*Data under study:*
=-=-=
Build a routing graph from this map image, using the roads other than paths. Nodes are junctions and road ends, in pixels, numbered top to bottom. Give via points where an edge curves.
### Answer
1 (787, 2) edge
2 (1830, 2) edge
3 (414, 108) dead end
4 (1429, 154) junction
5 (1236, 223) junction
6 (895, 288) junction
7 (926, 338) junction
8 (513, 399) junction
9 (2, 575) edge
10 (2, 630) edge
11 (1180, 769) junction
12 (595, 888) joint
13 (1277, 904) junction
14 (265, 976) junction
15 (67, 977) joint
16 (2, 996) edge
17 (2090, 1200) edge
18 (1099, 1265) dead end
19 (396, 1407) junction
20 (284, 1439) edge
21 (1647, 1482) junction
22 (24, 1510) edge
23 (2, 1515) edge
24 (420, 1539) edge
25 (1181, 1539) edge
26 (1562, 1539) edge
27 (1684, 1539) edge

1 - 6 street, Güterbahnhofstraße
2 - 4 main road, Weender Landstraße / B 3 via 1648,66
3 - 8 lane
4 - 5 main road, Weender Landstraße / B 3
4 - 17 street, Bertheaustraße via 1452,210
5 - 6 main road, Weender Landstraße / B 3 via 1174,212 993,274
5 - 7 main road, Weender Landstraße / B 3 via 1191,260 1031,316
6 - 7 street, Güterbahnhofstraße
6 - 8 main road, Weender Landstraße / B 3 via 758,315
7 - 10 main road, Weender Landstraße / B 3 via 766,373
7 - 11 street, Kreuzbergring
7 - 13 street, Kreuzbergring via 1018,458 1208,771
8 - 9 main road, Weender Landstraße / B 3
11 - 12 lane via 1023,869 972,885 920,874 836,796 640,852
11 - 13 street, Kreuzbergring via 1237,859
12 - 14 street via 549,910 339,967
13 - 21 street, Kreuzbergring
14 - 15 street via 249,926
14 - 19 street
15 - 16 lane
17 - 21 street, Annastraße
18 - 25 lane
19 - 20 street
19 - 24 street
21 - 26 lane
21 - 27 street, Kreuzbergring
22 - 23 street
=-=-=
*Task directions:* Examine the records and pull out every line where the string "Landstraße" occurs.

*Solved exercise:*
2 - 4 main road, Weender Landstraße / B 3 via 1648,66
4 - 5 main road, Weender Landstraße / B 3
5 - 6 main road, Weender Landstraße / B 3 via 1174,212 993,274
5 - 7 main road, Weender Landstraße / B 3 via 1191,260 1031,316
6 - 8 main road, Weender Landstraße / B 3 via 758,315
7 - 10 main road, Weender Landstraße / B 3 via 766,373
8 - 9 main road, Weender Landstraße / B 3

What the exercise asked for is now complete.